Murfin Music International
- Type: Media
- Industry: Broadcasting
- Headquarters: Kempsey, Worcestershire, England
- Products: Local radio, radio jingles

= Murfin Music International =

Murfin Music International and Murfin Media are companies run by Muff Murfin, and are based at The Old Smithy Studios in Kempsey, Worcestershire, England.

Murfin owns several radio stations in the UK, and also hires time at its studios to produce jingles for radio.

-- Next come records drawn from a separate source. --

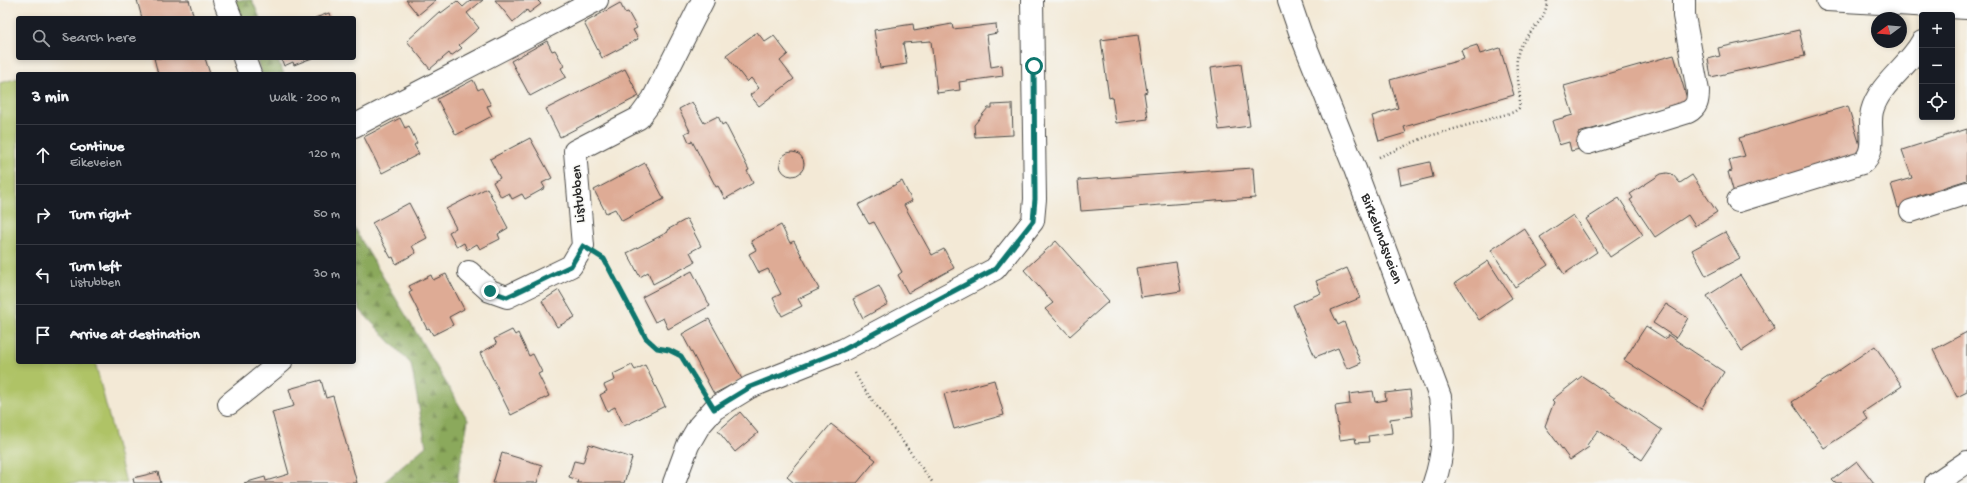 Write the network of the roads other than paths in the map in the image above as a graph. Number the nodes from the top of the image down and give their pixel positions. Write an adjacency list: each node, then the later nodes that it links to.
1 (224, 0): 10 (street)
2 (597, 0): 14 (street)
3 (1032, 0): 23 (street)
4 (1289, 0): 24 (street, Birkelundsveien)
5 (1684, 0): 15 (street)
6 (1827, 0): 9 (street)
7 (697, 3): 19 (street, Listubben)
8 (1967, 8): 9 (street)
9 (1934, 11)
10 (230, 16)
11 (1919, 46): 17 (street)
12 (245, 60): 13 (street)
13 (249, 72)
14 (356, 125)
15 (1588, 143)
16 (1967, 193): 18 (street)
17 (1738, 201)
18 (1911, 211)
19 (470, 272)
20 (279, 364): 21 (street)
21 (229, 404)
22 (1967, 462): 25 (street)
23 (674, 483)
24 (1434, 483)
25 (1936, 483)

Murfin, with his then music partner, Colin Owen, were billed as the M and O Band, and reached No. 16 in the UK Singles Chart in March 1976 with "Let's Do the Latin Hustle". The track was a cover version of the original recorded in 1975 by Eddie Drennon and B.B.S. Unlimited.

==Biography==

Murfin was a director and founder shareholder of The Bear 102 in Stratford-upon-Avon. The station started broadcasting in 1996. The Bear was later sold to the CN Group in 2001.

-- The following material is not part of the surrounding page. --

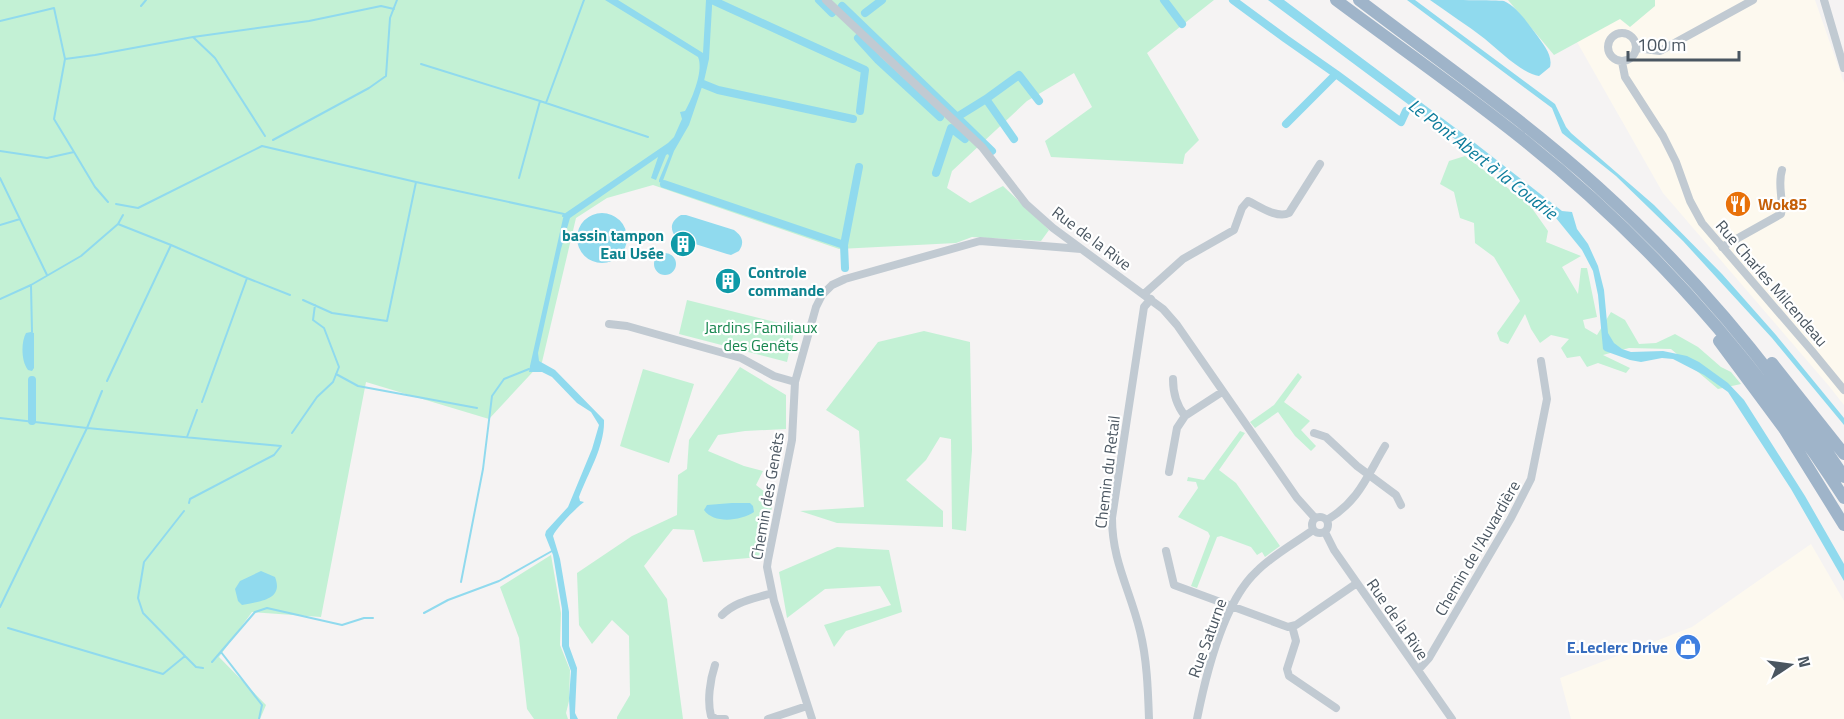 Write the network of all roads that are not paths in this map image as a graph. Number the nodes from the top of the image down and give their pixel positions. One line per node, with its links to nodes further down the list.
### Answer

In 1998, Murfin became a director and significant founding shareholder of Mansfield 103.2, until he sold the shares in 2008. The station is local in output with all programmes being produced in the town. In 1999, Murfin purchased the Classic Gold station which serves Worcestershire and Herefordshire from GWR. Again, new studios were built and the station was moved to the new premises adjacent to the AM transmitter site in Worcester. The station was later re-launched as Classic Hits and then Sunshine 1530.

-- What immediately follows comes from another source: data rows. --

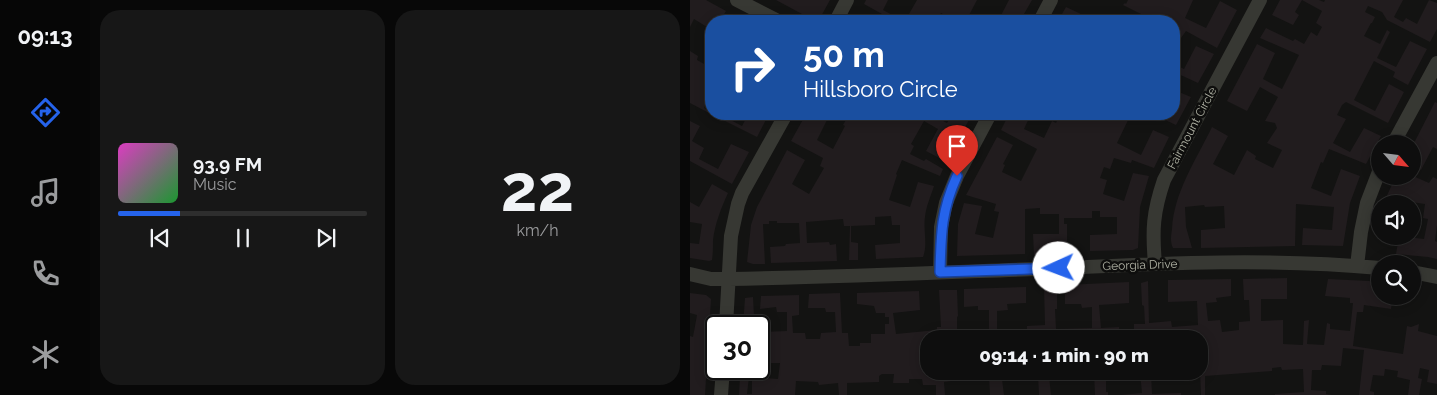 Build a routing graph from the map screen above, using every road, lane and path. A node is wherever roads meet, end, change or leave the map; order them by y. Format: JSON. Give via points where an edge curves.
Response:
{"nodes":[{"id":1,"x":737,"y":0,"type":"edge"},
{"id":2,"x":847,"y":0,"type":"edge"},
{"id":3,"x":1051,"y":0,"type":"edge"},
{"id":4,"x":1260,"y":0,"type":"edge"},
{"id":5,"x":766,"y":15,"type":"edge"},
{"id":6,"x":839,"y":15,"type":"edge"},
{"id":7,"x":1043,"y":15,"type":"edge"},
{"id":8,"x":1437,"y":62,"type":"edge"},
{"id":9,"x":783,"y":120,"type":"edge"},
{"id":10,"x":987,"y":120,"type":"edge"},
{"id":11,"x":1398,"y":135,"type":"edge"},
{"id":12,"x":1373,"y":185,"type":"edge"},
{"id":13,"x":1155,"y":264,"type":"junction"},
{"id":14,"x":1357,"y":266,"type":"junction"},
{"id":15,"x":1371,"y":267,"type":"edge"},
{"id":16,"x":940,"y":272,"type":"junction"},
{"id":17,"x":690,"y":274,"type":"edge"},
{"id":18,"x":1421,"y":274,"type":"edge"},
{"id":19,"x":1437,"y":277,"type":"edge"},
{"id":20,"x":729,"y":279,"type":"junction"},
{"id":21,"x":727,"y":315,"type":"edge"},
{"id":22,"x":722,"y":380,"type":"edge"},
{"id":23,"x":721,"y":395,"type":"edge"}],
"edges":[{"from":1,"to":5,"type":"street"},
{"from":2,"to":6,"type":"street"},
{"from":3,"to":7,"type":"street"},
{"from":4,"to":13,"type":"street","name":"Fairmount Circle","via":[[1164,180],[1156,202],[1153,227]]},
{"from":8,"to":11,"type":"street"},
{"from":9,"to":20,"type":"street","via":[[738,204],[731,236]]},
{"from":10,"to":16,"type":"street","via":[[946,203],[941,228]]},
{"from":12,"to":14,"type":"street","via":[[1366,203]]},
{"from":13,"to":14,"type":"street","name":"Georgia Drive","via":[[1266,262]]},
{"from":13,"to":16,"type":"street","name":"Georgia Drive"},
{"from":14,"to":15,"type":"street","name":"Georgia Drive"},
{"from":16,"to":20,"type":"street","name":"Georgia Drive"},
{"from":17,"to":20,"type":"street","name":"Georgia Drive"},
{"from":18,"to":19,"type":"street"},
{"from":20,"to":21,"type":"street"},
{"from":22,"to":23,"type":"street"}]}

Murfin has written, performed and provided a wide range of music for advertising, radio and television programmes and his jingles have run on radio stations in the United Kingdom and around the world.

==Radio stations==
===Current===

- Sunshine Radio (Ludlow) which serves South Shropshire, Herefordshire & Worcestershire
- Sunshine Radio which serves Herefordshire and Monmouthshire
- Radio Wyvern which serves Herefordshire and Worcestershire
- BRMB which serves Birmingham

===Closed===
- Sunshine 1530 which served Herefordshire and Worcestershire
- Radio Maldwyn which served Mid Wales and The Borders

===Former===
- Mansfield 103.2 which serves north Nottinghamshire and north east Derbyshire

==Production==

===Radio jingles===

They were the UK agent for TM Studios.